Pissaladière
I am no pizza-maker, but I wanted to try my hand at making this Provencal pizza-like specialty.
After reading a couple
websites, I started digging into my cookbooks and magazines and discovered that I had no less than 5 different recipes for it already under my roof, in print.
After reading all the recipes, on-line and off, I noticed some distinct characteristics:
1) There seem to be two types of traditional dough choices: a yeasted pizza-like dough and a flaky, puff-pastry style dough.
2) Most everyone agrees that the traditional toppings are caramelized onions, niciose olives, and anchovies.
3) Some recipes added tomato.
4) Some recipes added a layer of pesto or dijon mustard.
5) Some recipes added the olives and/or the anchovies after cooking instead of before.
6) Only one recipe included ground clove as a seasoning, which, after further research, I've discovered is widely considered to be a traditional pissaladière seasoning.
7) Each recipe had a different technique for onion caramelization.
So, I wound up going with a hybrid recipe approach, taking elements from different recipes and creating my own.
Surprisingly to some, but not to me, I took the dough recipe from
Martha Stewart's Baking Handbook (an excellent, thorough cookbook, full of great photos and diagrams, well-tested recipes, and a lot of useful information). Her dough is a simple yeasted, bread-flour dough with a little sugar, salt, and olive oil.
I went for a straight topping (onions, olives, anchovy). Here's my approach to the onions:
3 medium onions, thinly sliced
4 tbsp olive oil
2 sprigs of thyme
2 cloves of garlic, whole and unpeeled
1 bay leaf
pinch of ground clove
teaspoon of kosher salt
more salt and pepper to taste
--Add oil, onions, thyme, bay, garlic, and salt to a large saucepan over medium low heat (light sizzle)
--Cover it and stir every 10-12 minutes
--After about 30 minutes I found that it was getting plenty watery so I did the rest uncovered for another 30 minutes
(The onions should start to noticeably change color after about 45 minutes. I took it for another 15-20 minutes after the color started changing--you could easily go another 30 minutes longer than I did for a deep, mahogany carmelization).
--Remove thyme (most of the leaves have probably fallen off into the onion), the bay, and garlic.
--Add the ground clove, a few grinds of pepper, and adjust salt if necessary.

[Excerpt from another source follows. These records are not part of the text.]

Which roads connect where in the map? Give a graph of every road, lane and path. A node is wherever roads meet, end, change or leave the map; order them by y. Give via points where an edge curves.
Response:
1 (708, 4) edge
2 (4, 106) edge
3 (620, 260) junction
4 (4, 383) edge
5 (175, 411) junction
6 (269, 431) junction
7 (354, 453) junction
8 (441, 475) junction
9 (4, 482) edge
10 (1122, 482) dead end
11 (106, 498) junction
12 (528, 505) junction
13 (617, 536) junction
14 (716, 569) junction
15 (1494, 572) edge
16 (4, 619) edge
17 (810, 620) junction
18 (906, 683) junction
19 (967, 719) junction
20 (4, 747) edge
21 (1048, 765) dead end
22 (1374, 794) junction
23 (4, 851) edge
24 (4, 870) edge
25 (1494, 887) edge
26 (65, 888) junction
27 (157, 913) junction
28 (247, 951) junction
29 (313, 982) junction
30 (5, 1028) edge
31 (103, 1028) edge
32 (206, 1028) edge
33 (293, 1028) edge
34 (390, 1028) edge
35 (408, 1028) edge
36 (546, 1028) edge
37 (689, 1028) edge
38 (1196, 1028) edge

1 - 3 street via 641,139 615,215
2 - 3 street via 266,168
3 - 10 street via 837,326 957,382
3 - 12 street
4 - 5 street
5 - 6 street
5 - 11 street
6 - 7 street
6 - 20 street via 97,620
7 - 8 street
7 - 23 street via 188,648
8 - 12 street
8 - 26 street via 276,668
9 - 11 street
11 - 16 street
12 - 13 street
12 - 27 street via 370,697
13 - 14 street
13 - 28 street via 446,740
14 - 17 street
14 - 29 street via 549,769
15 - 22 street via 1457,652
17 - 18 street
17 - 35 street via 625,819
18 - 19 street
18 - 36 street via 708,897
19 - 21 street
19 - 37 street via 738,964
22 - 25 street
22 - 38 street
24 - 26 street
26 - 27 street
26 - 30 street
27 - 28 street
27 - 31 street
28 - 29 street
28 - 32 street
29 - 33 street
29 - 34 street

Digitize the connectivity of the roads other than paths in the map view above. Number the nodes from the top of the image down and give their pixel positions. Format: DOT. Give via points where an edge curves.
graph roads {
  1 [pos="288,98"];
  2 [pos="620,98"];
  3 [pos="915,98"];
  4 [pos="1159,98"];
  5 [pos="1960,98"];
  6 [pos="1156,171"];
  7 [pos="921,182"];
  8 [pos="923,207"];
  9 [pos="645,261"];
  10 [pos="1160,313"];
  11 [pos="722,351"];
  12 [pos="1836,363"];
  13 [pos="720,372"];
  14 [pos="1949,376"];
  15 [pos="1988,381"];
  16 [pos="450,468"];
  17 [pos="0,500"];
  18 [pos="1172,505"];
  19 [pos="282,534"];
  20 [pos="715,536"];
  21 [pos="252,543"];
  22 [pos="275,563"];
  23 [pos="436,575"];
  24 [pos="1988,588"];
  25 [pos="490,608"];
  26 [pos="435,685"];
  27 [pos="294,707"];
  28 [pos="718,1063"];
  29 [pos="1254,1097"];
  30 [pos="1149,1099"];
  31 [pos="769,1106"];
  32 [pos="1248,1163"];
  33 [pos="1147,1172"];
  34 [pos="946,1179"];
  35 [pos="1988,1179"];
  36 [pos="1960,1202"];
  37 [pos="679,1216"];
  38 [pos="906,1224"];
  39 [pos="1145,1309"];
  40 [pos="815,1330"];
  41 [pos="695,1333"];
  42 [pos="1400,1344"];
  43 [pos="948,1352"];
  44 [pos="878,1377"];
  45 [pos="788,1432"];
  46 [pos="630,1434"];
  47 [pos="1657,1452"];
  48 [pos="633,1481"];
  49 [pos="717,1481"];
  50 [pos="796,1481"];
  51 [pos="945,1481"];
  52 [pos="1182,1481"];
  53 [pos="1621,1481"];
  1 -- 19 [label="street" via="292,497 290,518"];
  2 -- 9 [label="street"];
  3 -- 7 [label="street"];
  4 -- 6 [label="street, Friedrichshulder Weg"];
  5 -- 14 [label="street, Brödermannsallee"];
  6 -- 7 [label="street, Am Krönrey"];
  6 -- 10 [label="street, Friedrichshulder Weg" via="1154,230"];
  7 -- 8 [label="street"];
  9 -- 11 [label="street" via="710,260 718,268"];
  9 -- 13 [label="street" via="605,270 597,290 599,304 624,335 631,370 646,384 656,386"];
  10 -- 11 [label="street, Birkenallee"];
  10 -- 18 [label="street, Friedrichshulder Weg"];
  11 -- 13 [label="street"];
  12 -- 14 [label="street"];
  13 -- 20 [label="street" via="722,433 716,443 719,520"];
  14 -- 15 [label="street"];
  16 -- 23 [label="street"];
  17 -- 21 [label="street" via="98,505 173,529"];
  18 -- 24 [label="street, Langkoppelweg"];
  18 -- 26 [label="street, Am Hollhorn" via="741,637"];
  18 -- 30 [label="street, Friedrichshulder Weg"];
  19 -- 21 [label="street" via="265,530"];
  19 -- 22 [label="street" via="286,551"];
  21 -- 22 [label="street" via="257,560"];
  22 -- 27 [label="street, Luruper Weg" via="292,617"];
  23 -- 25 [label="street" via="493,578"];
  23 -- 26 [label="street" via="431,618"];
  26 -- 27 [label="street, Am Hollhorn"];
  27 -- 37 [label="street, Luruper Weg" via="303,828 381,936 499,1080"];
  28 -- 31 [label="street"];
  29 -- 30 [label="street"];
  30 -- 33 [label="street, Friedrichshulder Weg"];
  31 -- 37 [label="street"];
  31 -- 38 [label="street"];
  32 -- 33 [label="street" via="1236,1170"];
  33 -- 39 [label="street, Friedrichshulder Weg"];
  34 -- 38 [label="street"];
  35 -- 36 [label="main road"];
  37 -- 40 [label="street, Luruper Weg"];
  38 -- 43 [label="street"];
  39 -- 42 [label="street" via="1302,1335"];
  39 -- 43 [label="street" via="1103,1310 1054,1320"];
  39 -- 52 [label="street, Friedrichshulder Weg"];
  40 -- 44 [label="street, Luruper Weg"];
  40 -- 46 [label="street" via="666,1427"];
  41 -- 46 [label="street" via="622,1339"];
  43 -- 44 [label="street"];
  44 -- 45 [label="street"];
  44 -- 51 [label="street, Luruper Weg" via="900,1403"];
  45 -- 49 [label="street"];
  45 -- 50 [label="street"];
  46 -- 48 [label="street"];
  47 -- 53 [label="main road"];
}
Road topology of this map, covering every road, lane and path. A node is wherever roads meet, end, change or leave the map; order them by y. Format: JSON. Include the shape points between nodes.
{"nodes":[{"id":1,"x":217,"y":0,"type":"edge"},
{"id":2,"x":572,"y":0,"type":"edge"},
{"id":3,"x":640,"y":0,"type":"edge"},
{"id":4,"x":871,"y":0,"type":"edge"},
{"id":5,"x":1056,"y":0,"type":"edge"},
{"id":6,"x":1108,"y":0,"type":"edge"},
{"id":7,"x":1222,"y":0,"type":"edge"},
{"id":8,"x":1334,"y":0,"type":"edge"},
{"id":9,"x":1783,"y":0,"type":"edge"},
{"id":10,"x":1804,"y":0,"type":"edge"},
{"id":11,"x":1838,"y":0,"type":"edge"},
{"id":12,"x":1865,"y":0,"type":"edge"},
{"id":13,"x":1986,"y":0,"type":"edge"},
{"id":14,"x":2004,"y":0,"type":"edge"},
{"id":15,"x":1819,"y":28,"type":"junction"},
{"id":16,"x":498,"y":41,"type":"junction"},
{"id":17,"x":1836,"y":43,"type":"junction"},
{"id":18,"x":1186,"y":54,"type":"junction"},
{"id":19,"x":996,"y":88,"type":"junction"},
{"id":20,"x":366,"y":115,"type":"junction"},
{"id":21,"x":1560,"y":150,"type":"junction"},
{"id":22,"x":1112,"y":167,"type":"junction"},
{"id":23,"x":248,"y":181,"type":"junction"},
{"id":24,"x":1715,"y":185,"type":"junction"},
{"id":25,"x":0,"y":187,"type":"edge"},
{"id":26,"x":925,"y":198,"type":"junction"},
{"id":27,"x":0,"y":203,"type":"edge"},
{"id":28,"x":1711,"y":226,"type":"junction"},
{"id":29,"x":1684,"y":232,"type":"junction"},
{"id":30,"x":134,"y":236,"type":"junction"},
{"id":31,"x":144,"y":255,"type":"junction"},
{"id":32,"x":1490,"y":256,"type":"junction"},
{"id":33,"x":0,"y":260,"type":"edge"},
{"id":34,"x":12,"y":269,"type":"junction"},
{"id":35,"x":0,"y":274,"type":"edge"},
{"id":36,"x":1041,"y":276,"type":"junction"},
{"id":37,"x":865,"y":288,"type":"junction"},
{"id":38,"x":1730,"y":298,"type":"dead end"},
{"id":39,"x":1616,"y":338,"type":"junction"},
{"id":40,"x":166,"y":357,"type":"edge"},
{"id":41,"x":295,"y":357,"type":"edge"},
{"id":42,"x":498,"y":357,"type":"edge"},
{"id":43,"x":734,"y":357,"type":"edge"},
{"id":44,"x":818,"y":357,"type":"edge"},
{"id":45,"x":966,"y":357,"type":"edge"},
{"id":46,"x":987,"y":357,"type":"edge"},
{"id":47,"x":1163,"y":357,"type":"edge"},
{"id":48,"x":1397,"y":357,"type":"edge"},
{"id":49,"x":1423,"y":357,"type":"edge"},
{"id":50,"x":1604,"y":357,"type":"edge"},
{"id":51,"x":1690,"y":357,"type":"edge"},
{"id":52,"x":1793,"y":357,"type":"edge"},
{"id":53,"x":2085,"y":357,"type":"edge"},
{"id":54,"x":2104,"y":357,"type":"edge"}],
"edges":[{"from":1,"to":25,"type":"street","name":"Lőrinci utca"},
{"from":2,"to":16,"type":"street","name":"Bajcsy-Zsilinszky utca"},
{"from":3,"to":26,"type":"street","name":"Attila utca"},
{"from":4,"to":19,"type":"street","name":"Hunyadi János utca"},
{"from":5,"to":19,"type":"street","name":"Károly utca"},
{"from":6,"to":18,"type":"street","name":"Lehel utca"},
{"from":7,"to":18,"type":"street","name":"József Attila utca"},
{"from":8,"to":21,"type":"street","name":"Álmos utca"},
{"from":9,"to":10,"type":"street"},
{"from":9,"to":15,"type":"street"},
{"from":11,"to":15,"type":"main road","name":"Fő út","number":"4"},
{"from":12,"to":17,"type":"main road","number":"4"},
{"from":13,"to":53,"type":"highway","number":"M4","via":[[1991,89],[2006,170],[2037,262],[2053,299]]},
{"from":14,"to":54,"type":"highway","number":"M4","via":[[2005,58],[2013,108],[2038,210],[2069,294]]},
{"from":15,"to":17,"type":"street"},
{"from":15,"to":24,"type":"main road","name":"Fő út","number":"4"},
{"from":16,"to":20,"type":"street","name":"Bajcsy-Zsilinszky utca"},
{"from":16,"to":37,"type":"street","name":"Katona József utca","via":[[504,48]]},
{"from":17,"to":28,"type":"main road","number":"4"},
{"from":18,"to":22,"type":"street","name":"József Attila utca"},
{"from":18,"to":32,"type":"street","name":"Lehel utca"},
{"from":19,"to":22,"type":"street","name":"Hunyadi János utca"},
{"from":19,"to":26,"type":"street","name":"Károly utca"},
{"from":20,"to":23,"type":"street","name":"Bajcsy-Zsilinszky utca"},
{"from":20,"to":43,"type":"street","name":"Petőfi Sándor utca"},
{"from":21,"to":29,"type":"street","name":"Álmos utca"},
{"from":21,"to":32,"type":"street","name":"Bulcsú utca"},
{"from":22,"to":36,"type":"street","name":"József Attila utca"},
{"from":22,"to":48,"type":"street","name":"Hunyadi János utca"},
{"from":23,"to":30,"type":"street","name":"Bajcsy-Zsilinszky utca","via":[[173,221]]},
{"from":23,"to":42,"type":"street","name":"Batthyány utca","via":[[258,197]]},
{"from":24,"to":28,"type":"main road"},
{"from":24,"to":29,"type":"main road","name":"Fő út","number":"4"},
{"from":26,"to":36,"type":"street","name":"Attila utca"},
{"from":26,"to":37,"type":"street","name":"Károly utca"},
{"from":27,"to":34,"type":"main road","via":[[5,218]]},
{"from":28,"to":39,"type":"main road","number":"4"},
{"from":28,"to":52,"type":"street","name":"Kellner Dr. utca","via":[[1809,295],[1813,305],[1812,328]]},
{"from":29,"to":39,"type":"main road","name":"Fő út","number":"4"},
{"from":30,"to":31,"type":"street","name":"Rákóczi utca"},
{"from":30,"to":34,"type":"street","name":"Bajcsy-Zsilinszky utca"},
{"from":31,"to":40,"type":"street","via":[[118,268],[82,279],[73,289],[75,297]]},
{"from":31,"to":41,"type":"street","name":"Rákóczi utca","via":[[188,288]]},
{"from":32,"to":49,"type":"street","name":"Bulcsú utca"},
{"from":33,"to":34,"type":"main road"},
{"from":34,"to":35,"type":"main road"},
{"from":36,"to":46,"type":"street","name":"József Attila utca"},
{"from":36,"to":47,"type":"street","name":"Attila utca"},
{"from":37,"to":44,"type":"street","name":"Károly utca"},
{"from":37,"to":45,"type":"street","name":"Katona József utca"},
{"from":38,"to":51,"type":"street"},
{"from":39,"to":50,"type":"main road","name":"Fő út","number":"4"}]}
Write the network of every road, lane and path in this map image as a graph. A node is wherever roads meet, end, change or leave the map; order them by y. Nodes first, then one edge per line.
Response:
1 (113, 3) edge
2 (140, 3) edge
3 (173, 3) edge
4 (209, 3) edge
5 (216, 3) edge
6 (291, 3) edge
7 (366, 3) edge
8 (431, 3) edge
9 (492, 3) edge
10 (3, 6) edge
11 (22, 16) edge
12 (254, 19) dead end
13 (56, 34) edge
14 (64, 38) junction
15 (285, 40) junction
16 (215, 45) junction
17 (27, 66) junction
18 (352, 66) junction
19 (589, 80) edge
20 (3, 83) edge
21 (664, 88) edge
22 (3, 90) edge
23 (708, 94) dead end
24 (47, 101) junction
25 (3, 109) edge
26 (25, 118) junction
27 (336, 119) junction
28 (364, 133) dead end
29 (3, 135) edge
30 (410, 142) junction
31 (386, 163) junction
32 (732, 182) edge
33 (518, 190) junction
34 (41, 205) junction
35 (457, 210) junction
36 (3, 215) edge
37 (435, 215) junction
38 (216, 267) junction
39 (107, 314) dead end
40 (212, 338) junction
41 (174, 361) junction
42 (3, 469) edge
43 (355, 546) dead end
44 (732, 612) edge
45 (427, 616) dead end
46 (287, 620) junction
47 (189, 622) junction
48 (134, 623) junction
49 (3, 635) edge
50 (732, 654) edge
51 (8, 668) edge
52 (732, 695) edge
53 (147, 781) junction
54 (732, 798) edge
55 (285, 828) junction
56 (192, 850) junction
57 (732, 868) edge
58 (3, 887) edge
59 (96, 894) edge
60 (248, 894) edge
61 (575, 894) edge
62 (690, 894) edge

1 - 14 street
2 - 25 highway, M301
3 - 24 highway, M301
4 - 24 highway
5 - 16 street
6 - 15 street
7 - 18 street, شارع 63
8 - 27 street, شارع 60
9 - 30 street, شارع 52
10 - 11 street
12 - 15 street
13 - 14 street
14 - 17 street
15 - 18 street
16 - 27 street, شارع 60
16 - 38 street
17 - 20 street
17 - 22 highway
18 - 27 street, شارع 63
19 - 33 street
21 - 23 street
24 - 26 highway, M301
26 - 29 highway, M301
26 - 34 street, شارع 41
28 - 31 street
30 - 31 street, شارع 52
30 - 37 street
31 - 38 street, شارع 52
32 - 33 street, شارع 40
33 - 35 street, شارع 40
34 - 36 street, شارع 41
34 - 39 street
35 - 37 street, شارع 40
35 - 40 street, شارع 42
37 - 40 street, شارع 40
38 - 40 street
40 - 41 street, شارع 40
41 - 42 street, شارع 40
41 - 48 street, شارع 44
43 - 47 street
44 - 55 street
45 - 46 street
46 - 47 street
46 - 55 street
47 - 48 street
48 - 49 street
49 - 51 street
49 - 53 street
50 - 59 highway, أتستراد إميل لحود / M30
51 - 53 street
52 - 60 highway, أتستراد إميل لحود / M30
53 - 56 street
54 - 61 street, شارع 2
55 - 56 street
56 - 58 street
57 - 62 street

--Chill to let the flavors meld.
After chilling, I had essentially a onion paste with a little structure. I let this come back up to room temperature, stretched out my dough, spread it across the dough, added pitted Niçoise olives, anchovies (oil-packed, but I think salt-packed and rinsed would be better), and baked at 450 for about 15 minutes on parchment paper on a baking sheet.
The result tasted much better than it looked. The crust was crisp and tasty with a nice sheen on the bottom from the oil.
I'll definitely be doing this again, especially for guests. It makes a great starter and it's astoundingly customizable.